• [Activity] Look for "Araçari" in each line of the entries, and return the matching lines.

• [Provided information]

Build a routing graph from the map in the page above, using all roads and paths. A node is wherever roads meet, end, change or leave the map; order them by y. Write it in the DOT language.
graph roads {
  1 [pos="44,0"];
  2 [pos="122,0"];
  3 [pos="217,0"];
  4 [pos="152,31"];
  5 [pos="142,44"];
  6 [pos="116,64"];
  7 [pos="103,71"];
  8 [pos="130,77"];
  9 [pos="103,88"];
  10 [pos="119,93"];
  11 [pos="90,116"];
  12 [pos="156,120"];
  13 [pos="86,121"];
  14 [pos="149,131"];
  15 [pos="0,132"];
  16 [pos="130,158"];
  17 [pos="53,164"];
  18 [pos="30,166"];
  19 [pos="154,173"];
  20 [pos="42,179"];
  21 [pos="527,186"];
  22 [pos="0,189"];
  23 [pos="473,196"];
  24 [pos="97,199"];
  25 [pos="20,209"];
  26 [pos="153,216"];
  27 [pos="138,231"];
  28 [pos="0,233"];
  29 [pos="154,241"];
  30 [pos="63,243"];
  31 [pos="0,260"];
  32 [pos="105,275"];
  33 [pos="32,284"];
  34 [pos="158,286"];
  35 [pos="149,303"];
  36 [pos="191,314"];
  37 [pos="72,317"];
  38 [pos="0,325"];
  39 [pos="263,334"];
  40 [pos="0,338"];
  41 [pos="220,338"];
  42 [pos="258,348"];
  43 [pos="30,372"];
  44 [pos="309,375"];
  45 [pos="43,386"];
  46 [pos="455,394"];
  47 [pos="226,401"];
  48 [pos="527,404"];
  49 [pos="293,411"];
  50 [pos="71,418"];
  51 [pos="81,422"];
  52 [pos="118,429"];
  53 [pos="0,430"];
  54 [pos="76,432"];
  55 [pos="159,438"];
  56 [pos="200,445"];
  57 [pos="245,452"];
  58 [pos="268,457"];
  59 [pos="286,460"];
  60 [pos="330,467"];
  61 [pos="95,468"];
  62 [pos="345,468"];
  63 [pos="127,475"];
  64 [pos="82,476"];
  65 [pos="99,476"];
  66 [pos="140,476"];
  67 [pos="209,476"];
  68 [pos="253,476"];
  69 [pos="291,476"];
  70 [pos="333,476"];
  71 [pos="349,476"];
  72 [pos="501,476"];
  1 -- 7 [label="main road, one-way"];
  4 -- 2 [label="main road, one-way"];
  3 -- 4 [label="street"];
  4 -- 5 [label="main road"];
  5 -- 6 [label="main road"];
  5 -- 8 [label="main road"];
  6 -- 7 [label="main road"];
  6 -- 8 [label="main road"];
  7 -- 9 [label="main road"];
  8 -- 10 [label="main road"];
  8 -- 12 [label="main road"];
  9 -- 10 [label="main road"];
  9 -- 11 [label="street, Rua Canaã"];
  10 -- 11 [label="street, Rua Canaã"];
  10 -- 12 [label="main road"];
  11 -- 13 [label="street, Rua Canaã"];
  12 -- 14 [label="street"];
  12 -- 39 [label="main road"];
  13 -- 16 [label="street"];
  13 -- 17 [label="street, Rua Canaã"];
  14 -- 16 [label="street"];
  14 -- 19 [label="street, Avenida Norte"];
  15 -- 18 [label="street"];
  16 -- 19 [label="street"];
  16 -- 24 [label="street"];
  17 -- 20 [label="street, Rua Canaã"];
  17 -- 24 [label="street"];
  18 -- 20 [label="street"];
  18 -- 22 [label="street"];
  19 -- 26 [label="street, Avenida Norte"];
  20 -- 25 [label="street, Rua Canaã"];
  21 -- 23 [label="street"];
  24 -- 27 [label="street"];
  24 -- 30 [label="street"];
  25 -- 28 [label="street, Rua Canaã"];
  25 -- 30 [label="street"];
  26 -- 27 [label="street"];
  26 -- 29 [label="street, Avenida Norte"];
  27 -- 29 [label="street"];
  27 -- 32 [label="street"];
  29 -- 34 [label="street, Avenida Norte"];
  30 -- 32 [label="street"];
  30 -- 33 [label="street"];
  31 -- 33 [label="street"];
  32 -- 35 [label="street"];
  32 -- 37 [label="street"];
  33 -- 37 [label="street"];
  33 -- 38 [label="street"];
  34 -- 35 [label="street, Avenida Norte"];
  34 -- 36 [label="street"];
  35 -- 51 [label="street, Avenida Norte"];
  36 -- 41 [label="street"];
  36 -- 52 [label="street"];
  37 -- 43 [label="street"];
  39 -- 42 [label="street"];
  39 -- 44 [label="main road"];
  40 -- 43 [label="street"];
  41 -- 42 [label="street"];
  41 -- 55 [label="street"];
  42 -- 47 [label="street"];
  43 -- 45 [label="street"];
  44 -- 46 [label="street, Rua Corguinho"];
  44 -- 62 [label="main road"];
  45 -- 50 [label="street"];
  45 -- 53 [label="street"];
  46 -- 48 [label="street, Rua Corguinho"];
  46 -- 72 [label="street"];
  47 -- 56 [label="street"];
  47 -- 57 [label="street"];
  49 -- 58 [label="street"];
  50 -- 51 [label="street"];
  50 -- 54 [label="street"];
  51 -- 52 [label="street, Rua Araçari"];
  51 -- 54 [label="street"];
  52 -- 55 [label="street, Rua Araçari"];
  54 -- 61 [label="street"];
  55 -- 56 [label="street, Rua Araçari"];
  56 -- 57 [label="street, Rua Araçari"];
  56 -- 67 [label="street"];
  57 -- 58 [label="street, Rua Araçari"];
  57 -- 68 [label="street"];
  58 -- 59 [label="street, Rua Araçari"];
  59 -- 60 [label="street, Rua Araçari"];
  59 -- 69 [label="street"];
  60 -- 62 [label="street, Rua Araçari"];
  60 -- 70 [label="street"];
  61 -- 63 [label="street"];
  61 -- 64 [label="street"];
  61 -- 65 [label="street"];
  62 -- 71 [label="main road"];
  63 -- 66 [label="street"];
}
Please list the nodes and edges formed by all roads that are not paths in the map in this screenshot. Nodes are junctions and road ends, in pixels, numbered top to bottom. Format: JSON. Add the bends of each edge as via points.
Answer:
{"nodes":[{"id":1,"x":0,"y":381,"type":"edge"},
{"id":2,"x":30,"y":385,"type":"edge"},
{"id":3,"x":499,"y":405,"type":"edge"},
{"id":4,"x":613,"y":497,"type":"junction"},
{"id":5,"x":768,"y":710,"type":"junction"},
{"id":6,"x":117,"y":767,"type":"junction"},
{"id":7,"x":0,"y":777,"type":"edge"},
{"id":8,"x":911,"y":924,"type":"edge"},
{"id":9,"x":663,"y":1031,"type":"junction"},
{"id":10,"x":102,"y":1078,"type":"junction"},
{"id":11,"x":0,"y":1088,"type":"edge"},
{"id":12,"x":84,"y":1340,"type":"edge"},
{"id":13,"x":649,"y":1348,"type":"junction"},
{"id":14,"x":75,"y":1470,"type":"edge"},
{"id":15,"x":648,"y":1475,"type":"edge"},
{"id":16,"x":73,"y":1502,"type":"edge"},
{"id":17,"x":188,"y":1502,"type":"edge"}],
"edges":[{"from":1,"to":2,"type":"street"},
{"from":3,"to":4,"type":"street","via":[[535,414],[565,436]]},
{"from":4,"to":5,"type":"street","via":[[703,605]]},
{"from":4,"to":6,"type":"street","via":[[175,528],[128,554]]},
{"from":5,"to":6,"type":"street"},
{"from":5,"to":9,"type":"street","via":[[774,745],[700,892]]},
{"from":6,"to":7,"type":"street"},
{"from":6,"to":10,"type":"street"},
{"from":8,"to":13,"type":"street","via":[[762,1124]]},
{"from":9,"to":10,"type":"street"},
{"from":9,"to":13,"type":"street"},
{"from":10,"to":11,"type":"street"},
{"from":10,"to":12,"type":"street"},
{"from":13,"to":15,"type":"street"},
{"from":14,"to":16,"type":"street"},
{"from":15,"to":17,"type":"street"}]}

• [Exercise result]
  51 -- 52 [label="street, Rua Araçari"];
  52 -- 55 [label="street, Rua Araçari"];
  55 -- 56 [label="street, Rua Araçari"];
  56 -- 57 [label="street, Rua Araçari"];
  57 -- 58 [label="street, Rua Araçari"];
  58 -- 59 [label="street, Rua Araçari"];
  59 -- 60 [label="street, Rua Araçari"];
  60 -- 62 [label="street, Rua Araçari"];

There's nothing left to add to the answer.